Without the pictures, copy all the entries below exactly.

Exercise materials section start

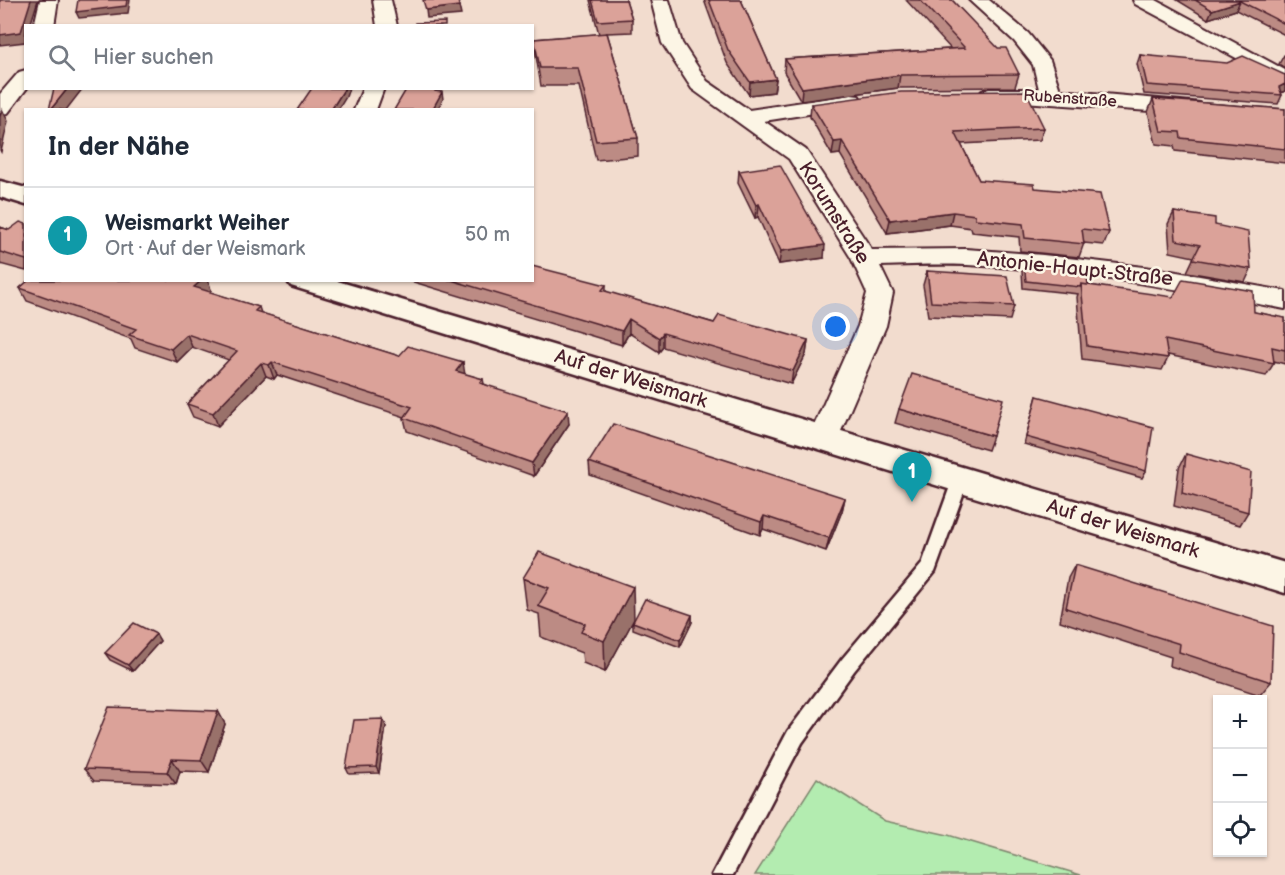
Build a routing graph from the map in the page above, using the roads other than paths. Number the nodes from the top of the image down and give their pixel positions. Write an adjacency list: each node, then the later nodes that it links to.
1 (50, 0): 6 (street)
2 (382, 0): 7 (street)
3 (660, 0): 17 (street, Korumstraße)
4 (978, 0): 12 (street)
5 (1142, 0): 9 (street)
6 (44, 24)
7 (387, 24)
8 (24, 78): 14 (street)
9 (1285, 78)
10 (373, 90): 15 (street)
11 (965, 95): 12 (street, Rubenstraße)
12 (1051, 96): 16 (street, Rubenstraße)
13 (876, 98): 17 (street)
14 (0, 108)
15 (366, 108)
16 (1211, 110)
17 (747, 117): 20 (street, Korumstraße)
18 (0, 189): 19 (street)
19 (24, 196)
20 (864, 258): 22 (street, Antonie-Haupt-Straße); 23 (street, Korumstraße)
21 (308, 282): 23 (street, Auf der Weismark)
22 (1285, 300)
23 (824, 437): 24 (street, Auf der Weismark)
24 (961, 478): 25 (street, Auf der Weismark); 26 (lane)
25 (1285, 578)
26 (722, 875)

Exercise materials section end

▸ **Answer to this exercise**
Build a routing graph from the map in the page above, using the roads other than paths. Number the nodes from the top of the image down and give their pixel positions. Write an adjacency list: each node, then the later nodes that it links to.
1 (50, 0): 6 (street)
2 (382, 0): 7 (street)
3 (660, 0): 17 (street, Korumstraße)
4 (978, 0): 12 (street)
5 (1142, 0): 9 (street)
6 (44, 24)
7 (387, 24)
8 (24, 78): 14 (street)
9 (1285, 78)
10 (373, 90): 15 (street)
11 (965, 95): 12 (street, Rubenstraße)
12 (1051, 96): 16 (street, Rubenstraße)
13 (876, 98): 17 (street)
14 (0, 108)
15 (366, 108)
16 (1211, 110)
17 (747, 117): 20 (street, Korumstraße)
18 (0, 189): 19 (street)
19 (24, 196)
20 (864, 258): 22 (street, Antonie-Haupt-Straße); 23 (street, Korumstraße)
21 (308, 282): 23 (street, Auf der Weismark)
22 (1285, 300)
23 (824, 437): 24 (street, Auf der Weismark)
24 (961, 478): 25 (street, Auf der Weismark); 26 (lane)
25 (1285, 578)
26 (722, 875)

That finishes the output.